A friend of mine told me today that she just lost one of her two horses last week. The horse went off his feed, was "droopy" and spiked a high temperature. Bloodwork revealed that liver enzymes were "out of whack". The horse received some sort of medication and temp went down. The horse perked up then got "droopy" again and developed facial twitching. The vet was called and by the time he got there the horse was blind. Horse was rushed to vet hospital where it was put down (the next day I believe). Necropsy results are pending.
Vet and my friend walked the pasture and checked the hay-nothing. The only thing different was that my friend changed feeds (same company, different feed that contains no grains). Her other horse who was also fed the new feed is OK so far. The sick horse was euthanized last Thursday. I advised my friend to stop feeding the new feed and save what's left (it is still in the bag) for analysis in the event that they suspect the feed may have been contaminated. Has anyone else had a recent experience with this? The feed was purchased in North-Eastern Maryland. I am not going to start a panic and ruin a feed companies reputation so am not mentioning what brand of feed it is. If it is determined that the feed was the culprit I will certainly post the brand, etc. Just don't want a witch hunt. My reason for posting this is to ask if anyone else in our area has had a problem with similar symptoms and did you ever determine the cause? Thanks.
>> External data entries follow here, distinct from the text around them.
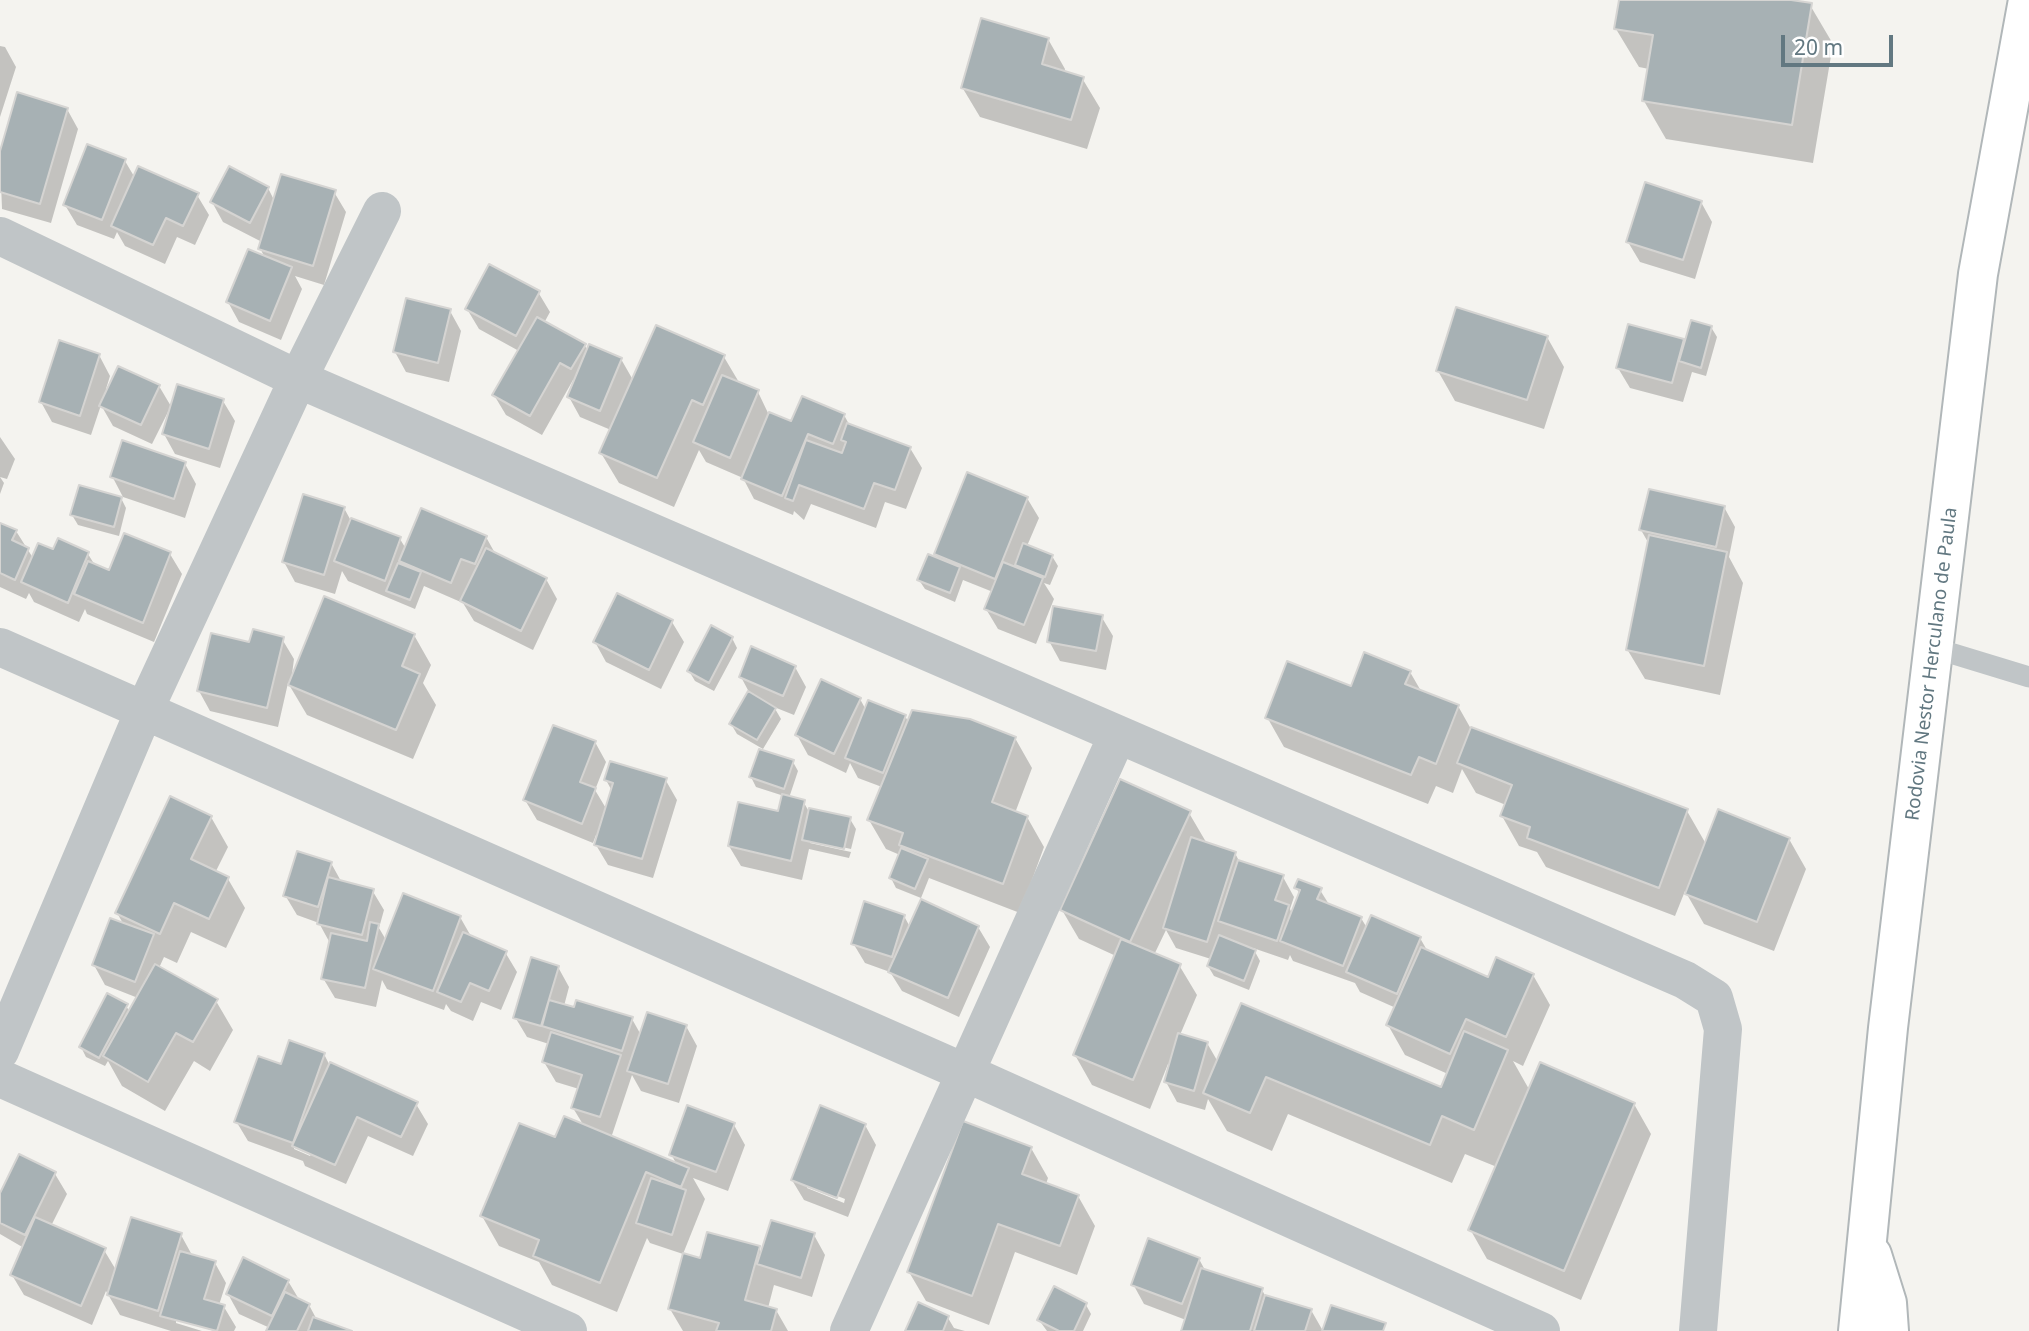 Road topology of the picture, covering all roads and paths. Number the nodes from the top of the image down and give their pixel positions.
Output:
1 (2028, 0) edge
2 (382, 211) dead end
3 (0, 236) edge
4 (298, 379) junction
5 (0, 647) edge
6 (1934, 648) junction
7 (2029, 677) edge
8 (144, 711) junction
9 (1117, 736) junction
10 (0, 1051) edge
11 (966, 1073) junction
12 (0, 1078) edge
13 (1866, 1237) junction
14 (568, 1331) edge
15 (849, 1331) edge
16 (1541, 1331) edge
17 (1698, 1331) edge
18 (1858, 1331) edge
19 (1889, 1331) edge

1 - 6 main road, Rodovia Nestor Herculano de Paula
2 - 4 street
3 - 4 street
4 - 8 street
4 - 9 street
5 - 8 street
6 - 7 lane
6 - 13 main road, Rodovia Nestor Herculano de Paula
8 - 10 street
8 - 11 street
9 - 11 street
9 - 17 street
11 - 15 street
11 - 16 street
12 - 14 street
13 - 18 main road, Rodovia Nestor Herculano de Paula
13 - 19 main road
Simkie, Untwist your knickers. I am not blaming the feed, just stating that that is the only thing that has changed per the owner. She is wracking her brain trying to figure out what could have caused the symptoms and ultimately the death of the horse (she does have another horse to worry about). The vets suspect some sort of toxin and I do not have all of the details as I am getting the information from the owner, not the vet. It is possible for a toxin to be in part of a bag of feed, but not the whole bag depending on what it is and how it got there. Hopefully the necropsy results will identify the cause of death. The vets have also said that they may never be able to identify the cause either, so... So far her other horse is OK. These creatures are so darn sensitive to things for such big animals. Fumonisin toxicity has the symptoms my friend described, but the feed has no corn products and the horses do not receive anything formulated with corn. Like I said, she and her vet checked out the pasture, hay, etc. and have found nothing.
Ah, my knickers aren't twisted, Maude. Sorry you're reading that into my posts.
Nothing you've posted about this situation screams IT'S THE FEED to me. At all. Just curious why it's the first thing your mind jumps to. Your inital post sure makes it sound like you're *convinced* it HAS to be the grain.